Une centaine de pages de description d’un espace imaginaire, un mirador tout-puissant, infini et éternel (« Rien n’a été conservé des décennies de construction qui précédèrent l’ouverture du mirador : ni signature d’architecte ni dessin préparatoire. »), lieu de loisir qui attira rapidement les badauds, les visiteurs, il semble bien que le mirador soit aussi un lieu de pouvoir. Pourtant (pourquoi pourtant ? on se le demande… pffff !), en approchant de la fin du livre, les humains – présents depuis le début, mais à titre anecdotique, comme un décor du mirador – commencent à se faire moins évanescents, plus présents : il est vrai que le texte, qui est donc un discours, s’adresse à eux – page 62 : « Par ici s’il vous plaît » / page 69 : « Rendez-vous dans la salle suivante » / page 74 : « Après vous » / page 80 : « Nous sommes ici devant le Siège », autant d’adresses à des visiteurs qui commencent à donner un semblant d’existence au narrateur, qu’on ne pouvait en rien définir jusque-là, omniprésent, omniscient, mais indéfinissable. Jusqu’au dernier chapitre où l’homme nous parle de lui et nous livre une courte biographie dans laquelle on comprend qu’il a été « affecté à tous les secteurs, sans exception » du mirador, selon une règle immuable que veut que la sinécure soit remise au nouvel entrant par son père dont il prend la place, et ainsi de génération en génération – à noter que notre narrateur n’a pas d’enfant et que sa lignée s’éteignant avec lui, il n’aura pas de successeur. En tant que surveillant (comme dans un musée), qui fait la visite guidée, vous l’aurez compris. A noter qu’à l’autre bout de la salle, qu’il ne peut rencontrer et avec qui il ne peut échanger, qu’il voit donc, de loin, qu’il observe un peu, une femme fait le même travail que lui.
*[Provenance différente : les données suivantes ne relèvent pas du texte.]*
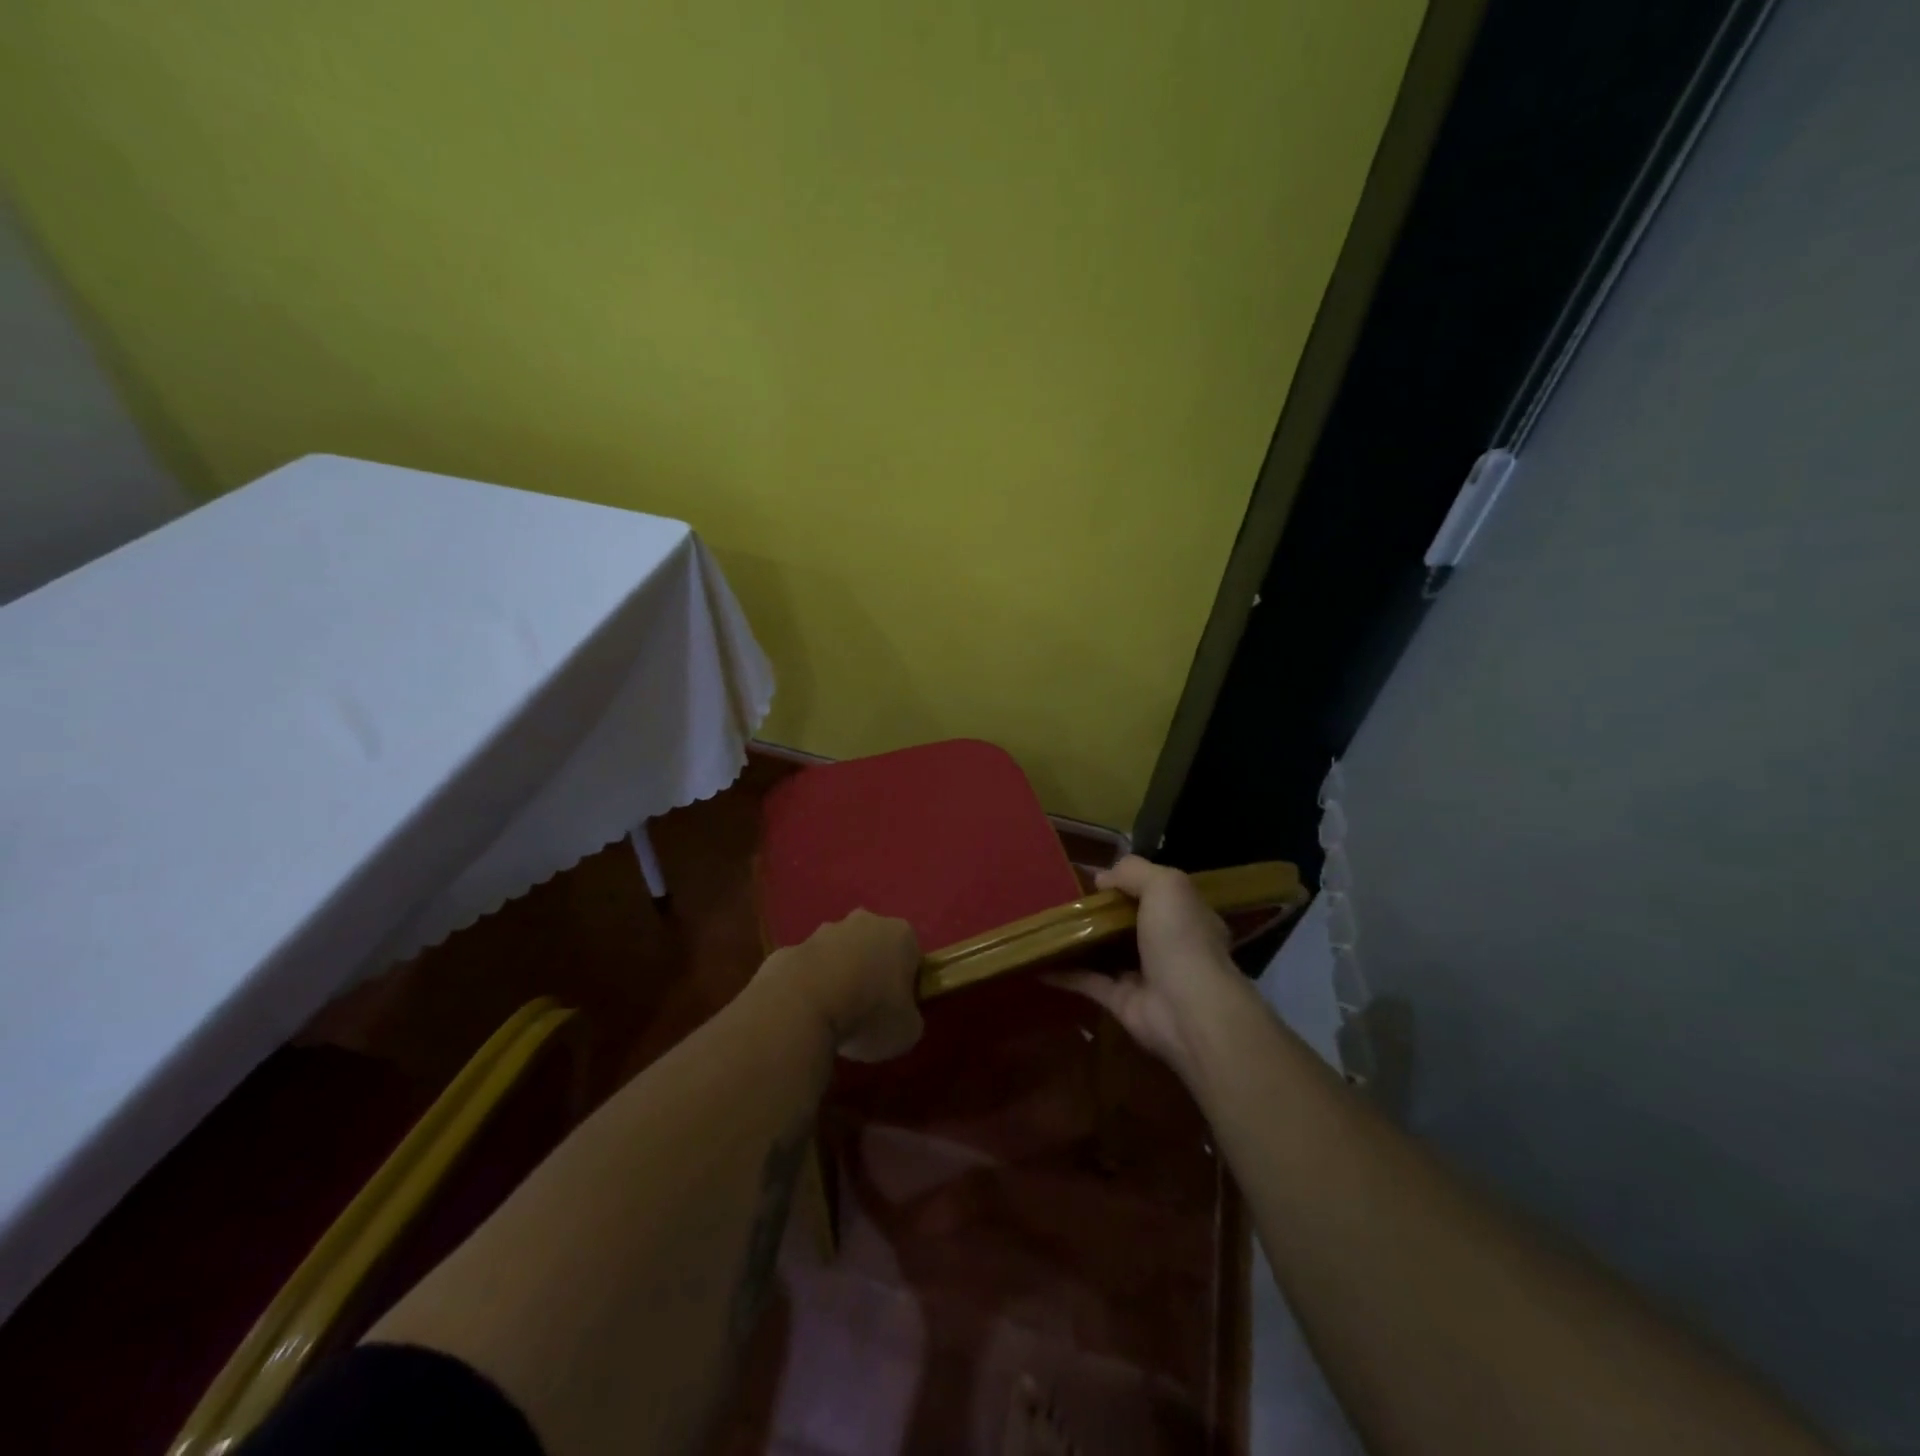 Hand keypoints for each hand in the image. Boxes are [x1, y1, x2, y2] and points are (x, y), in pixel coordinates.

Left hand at [757, 910, 923, 1061]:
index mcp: (900, 934)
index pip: (912, 955)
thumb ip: (909, 1018)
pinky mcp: (790, 948)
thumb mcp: (907, 1031)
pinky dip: (808, 986)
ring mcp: (822, 932)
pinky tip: (805, 1013)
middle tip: (867, 1010)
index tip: (898, 1009)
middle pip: (873, 947)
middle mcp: (864, 922)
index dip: (906, 983)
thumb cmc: (869, 1014)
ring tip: (833, 1015)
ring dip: (838, 976)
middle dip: (871, 972)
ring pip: (838, 954)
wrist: (802, 1005)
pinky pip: (807, 969)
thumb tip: (900, 1018)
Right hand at [1049, 856, 1241, 1077]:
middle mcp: (1168, 945)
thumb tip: (1101, 878)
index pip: (1157, 894)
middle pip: (1128, 923)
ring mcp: (1144, 975)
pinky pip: (1088, 982)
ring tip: (1046, 924)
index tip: (1096, 878)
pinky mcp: (1121, 1001)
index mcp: (1185, 915)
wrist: (1188, 1009)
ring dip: (1080, 941)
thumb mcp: (1165, 885)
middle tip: (1063, 899)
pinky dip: (1064, 973)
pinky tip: (1038, 961)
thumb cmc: (1181, 938)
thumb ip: (1133, 872)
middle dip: (1100, 912)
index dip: (1129, 883)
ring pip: (1106, 952) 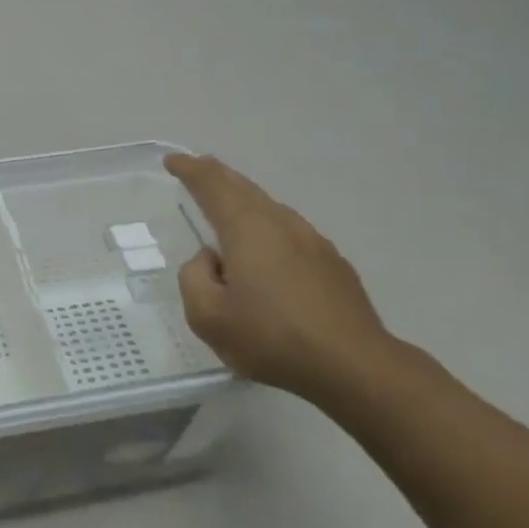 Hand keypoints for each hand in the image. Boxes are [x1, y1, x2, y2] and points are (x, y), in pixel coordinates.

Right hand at [164, 153, 397, 402]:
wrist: (354, 367)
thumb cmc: (272, 337)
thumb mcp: (207, 316)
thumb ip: (194, 278)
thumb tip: (210, 259)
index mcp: (246, 228)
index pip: (212, 186)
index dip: (190, 170)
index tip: (174, 160)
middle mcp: (280, 224)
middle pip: (244, 188)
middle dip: (218, 175)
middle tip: (199, 166)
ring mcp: (313, 242)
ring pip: (270, 208)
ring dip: (245, 199)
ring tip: (230, 202)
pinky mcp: (333, 264)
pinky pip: (290, 231)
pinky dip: (268, 225)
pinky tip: (267, 247) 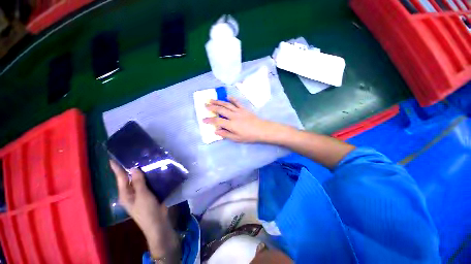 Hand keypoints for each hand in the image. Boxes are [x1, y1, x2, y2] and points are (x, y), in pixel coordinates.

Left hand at [110, 160, 179, 259]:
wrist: (158, 222)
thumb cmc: (147, 210)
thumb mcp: (142, 195)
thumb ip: (138, 182)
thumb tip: (133, 168)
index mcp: (125, 194)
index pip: (120, 178)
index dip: (117, 168)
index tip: (113, 158)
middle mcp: (131, 192)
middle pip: (130, 178)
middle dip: (130, 168)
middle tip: (134, 155)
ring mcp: (141, 193)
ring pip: (140, 180)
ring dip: (142, 171)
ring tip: (145, 160)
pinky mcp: (149, 193)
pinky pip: (148, 182)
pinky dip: (150, 176)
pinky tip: (155, 170)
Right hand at [204, 97, 278, 142]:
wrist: (261, 129)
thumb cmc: (249, 136)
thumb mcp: (236, 138)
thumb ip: (226, 134)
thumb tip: (216, 131)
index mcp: (231, 124)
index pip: (217, 121)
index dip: (209, 120)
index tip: (203, 119)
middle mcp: (233, 116)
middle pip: (220, 109)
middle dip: (212, 107)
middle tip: (205, 104)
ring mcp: (239, 111)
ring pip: (227, 104)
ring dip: (218, 101)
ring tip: (212, 99)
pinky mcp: (244, 109)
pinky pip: (236, 102)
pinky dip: (231, 99)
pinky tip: (227, 96)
But this is not a love song… Et le texte se termine sur une nouvelle adresse au visiteur, que je vous laisse le soin de découvrir en lisant (c’est un ordre) ce texte génial de François Bizet, Dans le Mirador.
PS : nous avons oublié de dire que l’incipit du roman (« Ce que l’on ne désigne plus aujourd’hui que sous le nom de « Mirador » se présente à première vue sous la forme d’un dôme de très faible élévation, évasé vers une douzaine de socles épars qui sont autant de nefs sur lesquels il repose sans donner l’impression d’appuyer, et dont la courbure, de ce fait infiniment douce, est encore allégée par les milliers d’ajours obtenus grâce à la superposition aléatoire de trois fines résilles de béton aux motifs pentagonaux. ») n’est pas sans évoquer, pour le modeste lecteur qui en rend compte ici, la filiation « beckettienne » (néologisme ?) via la référence à un passage descriptif de l’incipit d’un autre encore plus court et très dense texte, Le Dépeupleur : « C’est l’intérieur d’un cylindre surbaissé ayant cinquante mètres de pourtour et seize de haut pour l’harmonie. », deux oeuvres de fiction qu’on pourrait sans doute comparer sur les bancs des facultés de Lettres, ce qui est bien sûr un hommage de plus au talent de François Bizet.